▼▼▼
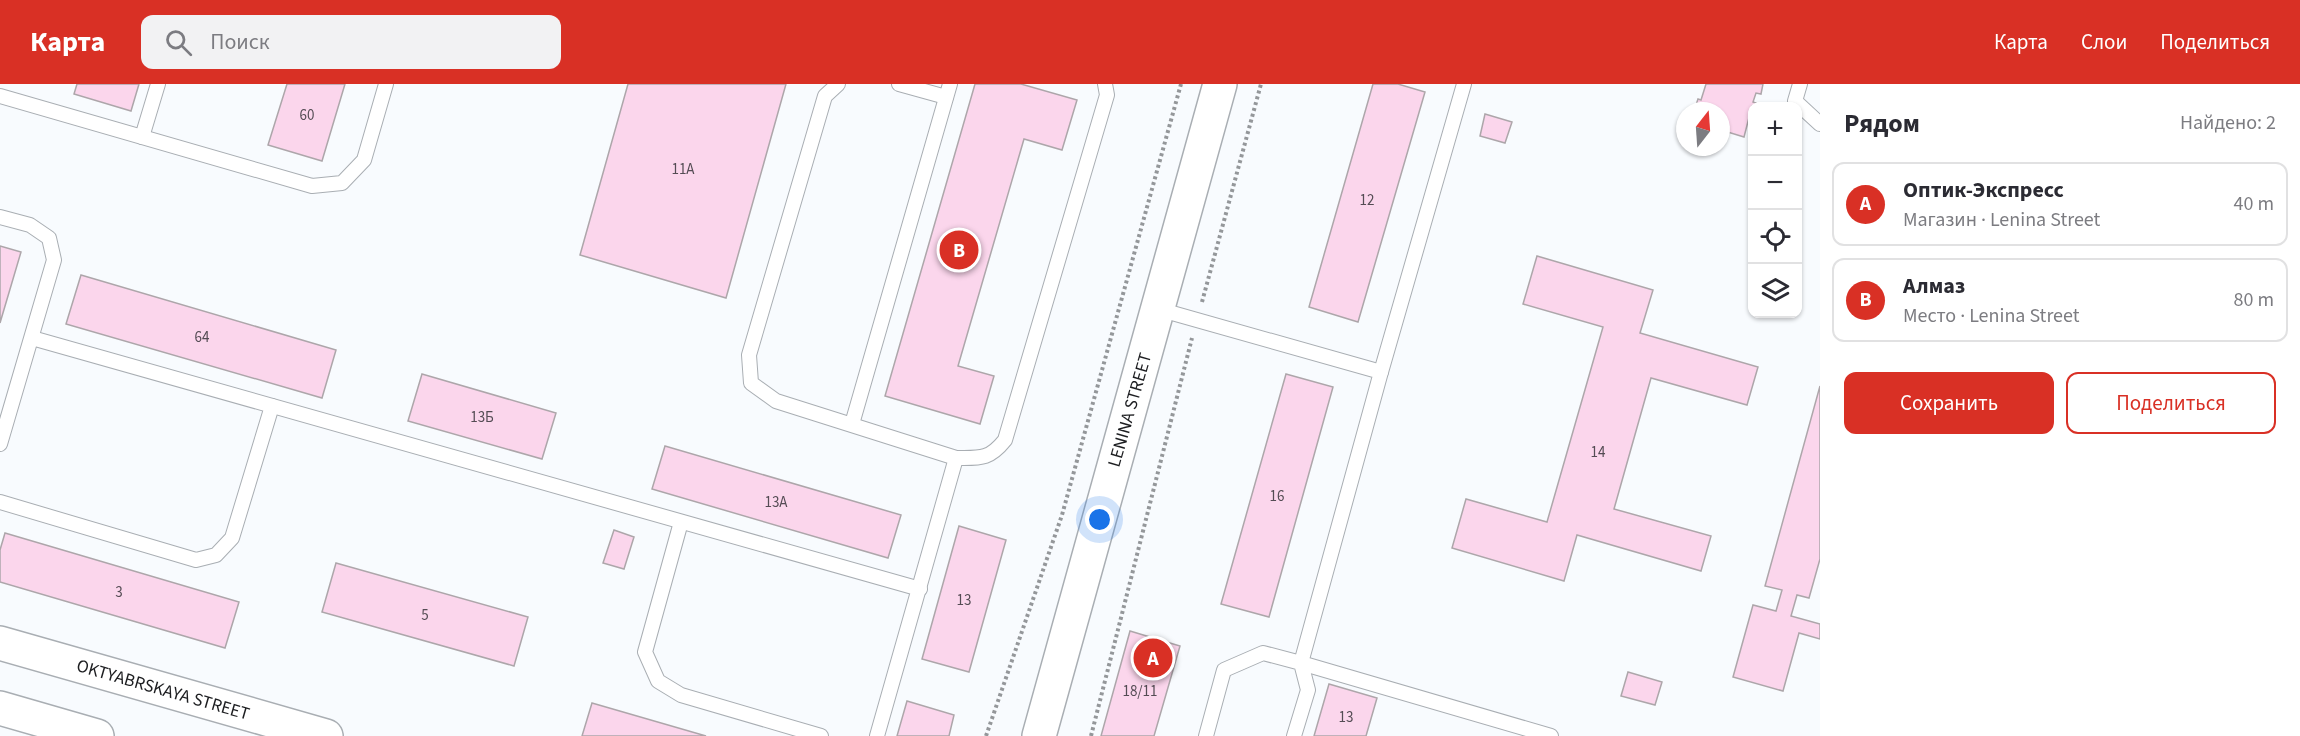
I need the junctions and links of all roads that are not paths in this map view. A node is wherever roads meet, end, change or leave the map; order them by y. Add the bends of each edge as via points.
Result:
1 (158, 84) edge
2 (386, 84) edge
3 (837, 84) edge
4 (900, 84) edge
5 (1105, 84) edge
6 (1220, 84) edge
7 (1464, 84) edge
8 (1800, 84) edge
9 (948, 91) edge
10 (0, 96) edge
11 (1820, 124) edge
12 (142, 137) junction
13 (0, 217) edge
14 (1158, 309) junction
15 (32, 338) junction
16 (1381, 372) junction
17 (272, 406) junction
18 (852, 424) junction
19 (0, 444) edge
20 (956, 458) junction
21 (0, 502) edge
22 (681, 522) junction
23 (920, 589) junction
24 (0, 643) edge
25 (1301, 663) junction
26 (0, 708) edge
27 (97, 736) edge
28 (326, 736) edge
29 (821, 736) edge
30 (877, 736) edge
31 (1039, 736) edge
32 (1206, 736) edge
33 (1294, 736) edge
34 (1551, 736) edge

1 - 12 lane
2 - 12 lane via 364,160 342,183 312,186
3 - 18 lane via 825,96 749,355 751,382 776,401
4 - 9 lane
5 - 20 lane via 1107,94 1005,440 993,454
6 - 14 street, LENINA STREET
7 - 16 lane
8 - 11 lane via 1795,101
9 - 18 lane
10 - 12 lane
13 - 15 lane via 30,225 49,238 54,260
14 - 16 lane
14 - 31 street, LENINA STREET
15 - 17 lane
15 - 19 lane
16 - 25 lane
17 - 21 lane via 232,538 216,555 196,560
17 - 22 lane
18 - 20 lane
20 - 23 lane
22 - 23 lane
22 - 29 lane via 645,652 658,681 681,695
23 - 30 lane
24 - 28 street, OKTYABRSKAYA STREET
25 - 32 lane via 1263,653 1224,670
25 - 33 lane via 1308,690
25 - 34 lane
26 - 27 street

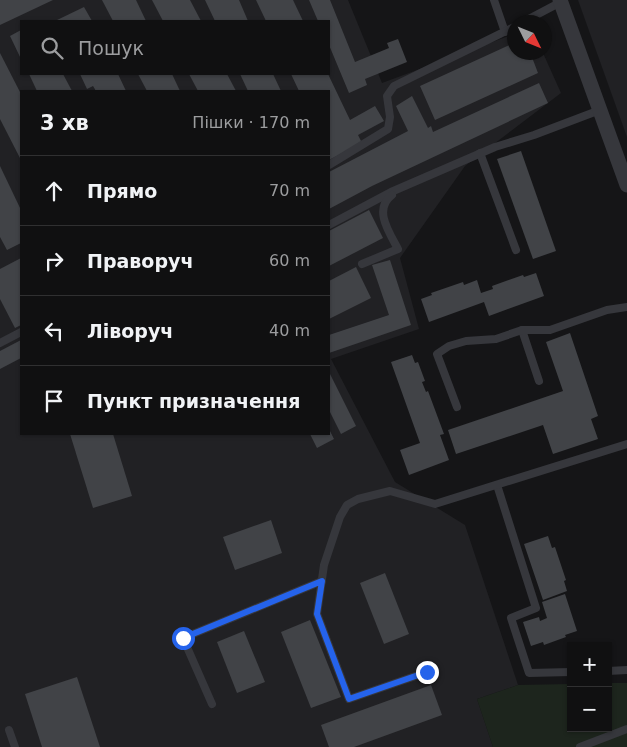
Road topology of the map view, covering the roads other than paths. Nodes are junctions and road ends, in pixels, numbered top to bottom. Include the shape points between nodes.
1 (494, 0) edge
2 (561, 1) edge
3 (536, 15) edge
4 (505, 32) joint
5 (600, 110) junction
6 (480, 153) junction
7 (330, 164) edge
8 (627, 185) edge
9 (401, 188) junction
10 (330, 224) edge
11 (516, 250) dead end
12 (362, 264) dead end
13 (627, 307) edge
14 (522, 330) junction
15 (20, 333) edge
16 (0, 343) edge
17 (539, 381) dead end
18 (458, 407) dead end
19 (627, 444) edge
20 (497, 485) junction
21 (322, 581) junction
22 (627, 670) edge
23 (612, 671) edge
24 (427, 672) dead end
25 (567, 672) edge
26 (212, 704) dead end
27 (627, 729) edge
28 (9, 730) dead end
29 (15, 747) edge
30 (580, 747) edge

1 - 4 lane
2 - 3 lane
2 - 5 street
4 - 7 lane via 394,86 387,96 388,129
5 - 6 lane
5 - 8 street
6 - 9 lane
6 - 11 lane
9 - 10 lane
9 - 12 lane via 385,200 382,210 398,248
13 - 14 lane via 608,310 550,330
14 - 17 lane
14 - 18 lane via 496,339 466,341 437,354
15 - 16 lane
19 - 20 lane
20 - 21 lane via 435,504 390,491 352,502 340,516
20 - 25 lane via 536,608 511,618 529,673
21 - 24 lane via 317,614 349,699
21 - 26 lane via 183,638
22 - 23 lane
27 - 30 lane
28 - 29 lane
▲▲▲
▶ **WHAT IS REQUIRED**
Go through the material above, and wherever a line contains the string "roads", return it.

▶ **WRITTEN ANSWER**
I need the junctions and links of all roads that are not paths in this map view. A node is wherever roads meet, end, change or leave the map; order them by y. Add the bends of each edge as via points.
Road topology of the map view, covering the roads other than paths. Nodes are junctions and road ends, in pixels, numbered top to bottom. Include the shape points between nodes.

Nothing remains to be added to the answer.